Au début des années 2000, Louise, une étudiante en géographie, décide d’aller passer l’été seule sur une île au large de Concarneau (Finistère). La jeune femme y voit autant le moyen de rédiger le mémoire de maîtrise qu’elle consacre à ce « territoire insulaire jusqu’alors inexploré » que l’occasion de se confronter à la solitude pour y faire l’expérience de ce qu’elle imagine être la liberté.
Le premier roman d’Anne-Solange Muis, Une île pour elle, met en forme avec bonheur cette aventure initiatique. Cherchant à nommer ce qu’elle a appris au contact de la colonie d’hirondelles de mer dont elle était chargée d’assurer la protection, des quelques touristes accostant l’île certains jours, et de l’enseignant qui lui téléphonait tous les jours pour l’encadrer, Louise revisite cette période de sa vie, sans pesanteur mais avec le recul que lui permettent les vingt années qui se sont depuis écoulées.
Docteure en géographie, Anne-Solange Muis partage son temps, nous apprend la présentation de l’éditeur, entre Paris où elle vit et des expéditions lointaines. Il n’y a donc sans doute rien d’étonnant à ce que ce roman aborde avec acuité les tiraillements et les tourments de ceux qui aspirent constamment à prendre le large, rêvant d’une vie de découvertes et de liberté, mais connaissent trop bien le prix à payer. Si la solitude paraît désirable, découvre Louise, et quand bien même les risques encourus sont minimes lorsque l’on veille sur vous à distance, le choix de l’aventure et de l’isolement implique en retour de ne pas être là pour ceux qui vous sont chers s’ils ont besoin de vous.

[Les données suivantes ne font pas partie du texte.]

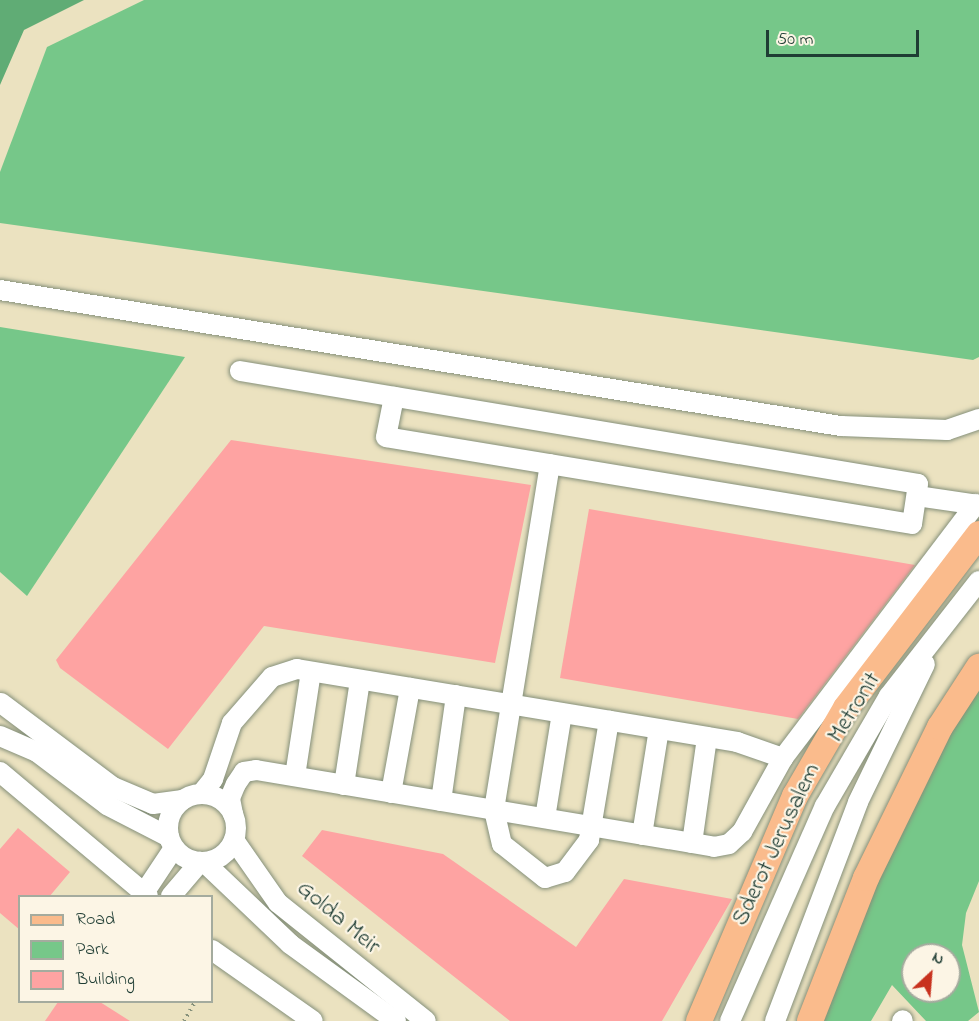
<!DOCTYPE html>
<html>
<head>
<meta charset="utf-8">
<style>
	body { margin:0 }
	#map { position:relative; width:979px; height:1021px; overflow:hidden; background:#ebe2c0; font-family:"Indie Flower",sans-serif }
	div>[style] { position:absolute }
	.green>* { inset:0; background:#76c789 }
	.forest>* { inset:0; background:#60ac75 }
	.building>* { inset:0; background:#fea3a2 }
	.path>* { height:4px; margin-top:-2px; transform-origin:0; background:repeating-linear-gradient(90deg,#85907a 0 1.5px,transparent 0 6px) }
	.roads { filter:drop-shadow(0 0 2px #85907a) drop-shadow(0 0 2px #85907a) }
	.minor>* { height:20px; margin:-10px; padding:0 10px; transform-origin:10px; border-radius:10px; background:#fff }
	.minor>.ring { margin:-10px; padding:0; box-sizing:content-box; background:none; border:20px solid #fff; border-radius:50% }
	.major>* { height:26px; margin:-13px; padding:0 13px; transform-origin:13px; border-radius:13px; background:#fabb8c }
	span { translate:-50% -50%; white-space:nowrap; text-align:center; line-height:1.15; -webkit-text-stroke:4.5px #fcf5e5; paint-order:stroke }
	.street-label { font-size:24px; color:#1f3d34 }
	.legend { position:absolute; left:18px; top:895px; width:195px; height:108px; box-sizing:border-box; background:#fcf5e5; border:2px solid #a4ab9e; margin:0; padding:8px 10px; list-style:none; font-size:18px; color:#1f3d34 }
	.legend li { display:flex; align-items:center; gap:12px; height:30px }
	.legend b { width:30px; border:2px solid #a4ab9e }
	.north { position:absolute; left:901px; top:943px; width:60px; height:60px; box-sizing:border-box; background:#fcf5e5; border:2px solid #a4ab9e; border-radius:50%; rotate:26deg; font-size:16px; font-weight:700; line-height:24px; text-align:center; color:#1f3d34 }
	.north::after { content:''; display:block; margin:auto; width:21px; height:27px; background:#c8321e; clip-path:polygon(50% 0,100% 100%,50% 72%,0 100%) }
	.scale { position:absolute; left:766px; top:30px; width:153px; height:27px; box-sizing:border-box; border:3px solid #1f3d34; border-top:0; padding-left:8px; font-size:18px; line-height:21px; white-space:nowrap; color:#1f3d34; -webkit-text-stroke:4px #fcf5e5; paint-order:stroke }
</style>
</head>
<body>
<div id="map">
	<div class="green">
		<i style="clip-path:polygon(144px 0,979px 0,979px 357px,973px 360px,0 223px,0 172px,47px 47px)"></i>
		<i style="clip-path:polygon(0 327px,185px 357px,27px 596px,0 572px)"></i>
		<i style="clip-path:polygon(evenodd,979px 687px,979px 881px,966px 913px,962px 945px,979px 1012px,968px 1021px,926px 1021px,892px 985px,871px 1021px,820px 1021px,875px 873px,922px 778px,979px 687px,913px 955px,949px 955px,949px 991px,913px 991px,913px 955px)"></i>
	</div>
	<div class="forest">
		<i style="clip-path:polygon(0 0,84px 0,24px 30px,0 85px)"></i>
	</div>
	<div class="building">
		<i style="clip-path:polygon(231px 440px,531px 485px,495px 663px,264px 626px,168px 749px,60px 668px,56px 660px)"></i>
		<i style="clip-path:polygon(589px 509px,915px 565px,798px 719px,560px 678px)"></i>
		<i style="clip-path:polygon(18px 828px,70px 872px,49px 897px,20px 897px,20px 930px,0 913px,0 849px)"></i>
		<i style="clip-path:polygon(322px 830px,443px 854px,576px 947px,624px 879px,732px 899px,662px 1021px,510px 1021px,302px 856px)"></i>
		<i style="clip-path:polygon(58px 1002px,100px 1002px,130px 1021px,45px 1021px)"></i>
	</div>
	<div class="path">
		<i style="left:184px;top:1021px;width:22px;rotate:-60deg"></i>
	</div>
	<div class="roads">
		<div class="minor">
			<i style="left:0;top:290px;width:852px;rotate:9.19deg"></i>
			<i style="left:841px;top:426px;width:106px;rotate:2.2deg"></i>
			<i style="left:947px;top:430px;width:34px;rotate:-19deg"></i>
			<i style="left:240px;top:371px;width:687px;rotate:9.46deg"></i>
			<i style="left:918px;top:484px;width:40px;rotate:98.5deg"></i>
			<i style="left:912px;top:524px;width:533px;rotate:-170.61deg"></i>
			<i style="left:386px;top:437px;width:41px;rotate:-78.7deg"></i>
			<i style="left:550px;top:464px;width:351px;rotate:99.2deg"></i>
			<i style="left:494px;top:810px;width:35px;rotate:77deg"></i>
			<i style="left:502px;top:844px;width:55px;rotate:38.3deg"></i>
			<i style="left:545px;top:878px;width:21px;rotate:-17deg"></i>
			<i style="left:565px;top:872px;width:40px;rotate:-53deg"></i>
			<i style="left:589px;top:840px;width:121px;rotate:-80.5deg"></i>
			<i style="left:917px;top:496px;width:63px;rotate:8.3deg"></i>
			<i style="left:1px;top:703px;width:140px;rotate:36.9deg"></i>
			<i style="left:113px;top:787px;width:43px;rotate:23deg"></i>
			<i style="left:153px;top:804px;width:30px;rotate:-8deg"></i>
			<i style="left:0;top:736px;width:40px;rotate:23.4deg"></i>
			<i style="left:37px;top:752px;width:88px;rotate:37.1deg"></i>
			<i style="left:107px;top:805px;width:70px;rotate:27.3deg"></i>
			<i style="left:0;top:772px;width:193px;rotate:40deg"></i>
			<i style="left:295px;top:776px;width:105px;rotate:-81.3deg"></i>
			<i style="left:344px;top:785px;width:106px;rotate:-81.3deg"></i>
			<i style="left:391px;top:793px;width:107px;rotate:-79.7deg"></i>
			<i style="left:201px;top:794px;width:19px;rotate:-51deg"></i>
			<i style="left:213px;top:779px;width:59px;rotate:-71.3deg"></i>
			<i style="left:232px;top:723px;width:61px;rotate:-49deg"></i>
			<i style="left:272px;top:677px;width:26px;rotate:-18deg"></i>
			<i style="left:297px;top:669px;width:446px;rotate:9.4deg"></i>
			<i style="left:737px;top:742px;width:49px;rotate:19.2deg"></i>
			<i class="ring" style="left:168px;top:794px;width:48px;height:48px"></i>
			<i style="left:441px;top:801px;width:107px;rotate:-81.9deg"></i>
			<i style="left:233px;top:814px;width:16px;rotate:-101deg"></i>
			<i style="left:230px;top:798px;width:15px;rotate:-67deg"></i>
			<i style="left:236px;top:784px;width:14px;rotate:-56deg"></i>
			<i style="left:244px;top:772px;width:12px;rotate:-9deg"></i>
			<i style="left:256px;top:770px;width:464px;rotate:9.5deg"></i>
			<i style="left:714px;top:847px;width:15px;rotate:-11deg"></i>
			<i style="left:729px;top:844px;width:18px;rotate:-43deg"></i>
			<i style="left:742px;top:832px;width:85px;rotate:-61deg"></i>
			<i style="left:783px;top:758px;width:319px;rotate:-52.8deg"></i>
			<i style="left:545px;top:818px;width:106px;rotate:-80.8deg"></i>
			<i style="left:642px;top:835px;width:107px;rotate:-80.9deg"></i>
			<i style="left:234px;top:840px;width:77px;rotate:55.1deg"></i>
			<i style="left:278px;top:903px;width:189px;rotate:38.6deg"></i>
			<i style="left:692px;top:843px;width:107px;rotate:-81.9deg"></i>
			<i style="left:204px;top:862px;width:119px;rotate:43.6deg"></i>
			<i style="left:290px;top:944px;width:131px;rotate:36deg"></i>
			<i style="left:144px;top:893px;width:54px;rotate:-56.3deg"></i>
			<i style="left:171px;top:896px;width:45px;rotate:-49.5deg"></i>
			<i style="left:212px;top:950px;width:123px;rotate:35.1deg"></i>
			<i style="left:730px;top:1021px;width:235px;rotate:-66.2deg"></i>
			<i style="left:825px;top:806px;width:127px;rotate:-59.8deg"></i>
			<i style="left:889px;top:696px;width:146px;rotate:-52deg"></i>
			<i style="left:775px;top:1021px;width:234px;rotate:-69.2deg"></i>
			<i style="left:858px;top:802px;width:153px;rotate:-64.1deg"></i>
			<i style="left:902px;top:1021px;width:1px;rotate:-45deg"></i>
		</div>
		<div class="major">
			<i style="left:699px;top:1021px;width:245px;rotate:-66.9deg"></i>
			<i style="left:795px;top:796px;width:102px;rotate:-59.9deg"></i>
			<i style="left:846px;top:708px;width:219px;rotate:-52.6deg"></i>
			<i style="left:810px;top:1021px;width:154px;rotate:-68.6deg"></i>
			<i style="left:866px;top:878px;width:168px;rotate:-63.9deg"></i>
			<i style="left:940px;top:727px;width:72px;rotate:-57deg"></i>
		</div>
	</div>
	<div class="street-label">
		<span style="left:855px;top:708px;rotate:-58deg">Metronit</span>
		<span style="left:777px;top:845px;rotate:-65deg">Sderot Jerusalem</span>
		<span style="left:338px;top:918px;rotate:40deg">Golda Meir</span>
	</div>
	<ul class="legend">
	<li><b style="height:8px;background:#fabb8c"></b>Road</li>
	<li><b style="height:16px;background:#76c789"></b>Park</li>
	<li><b style="height:16px;background:#fea3a2"></b>Building</li>
	</ul>
	<div class="north">N</div>
	<div class="scale">50 m</div>
</div>
</body>
</html>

Isolée volontaire sur un îlot dont on fait le tour en trente minutes à pied, sans « aucun moyen matériel de [le] quitter » si on ne vient pas la chercher, pas même « une barque », tributaire des appels que le vieux téléphone fixe de sa cabane de fortune peut recevoir mais pas donner, l’étudiante candide et insouciante trouve d’abord en ce lieu ce qu’elle était venue y chercher : une communion et, parfois, une confrontation avec la nature sauvage. Façon d’éprouver, pense-t-elle, sa vaillance, puisque l’île se révèle à l’image de « cette mer dure, entière, sans compassion. Comme l’océan, [elle est] aliénante, mystérieuse et fascinante, sans pitié ».
Le courage, comprend-elle peu à peu, n’est pas tant physique que mental. « Pourquoi [les explorateurs] ne parlaient-ils jamais de l’endurance psychologique qu’ils devaient supporter lors de l’épreuve », et de ce qui les amène « à continuer quand tout s’arrête autour d’eux ? » De l’aventure rêvée à l’aventure vécue, il y a un gouffre que la littérature formule admirablement. C’est peut-être la vraie découverte de l’exploratrice.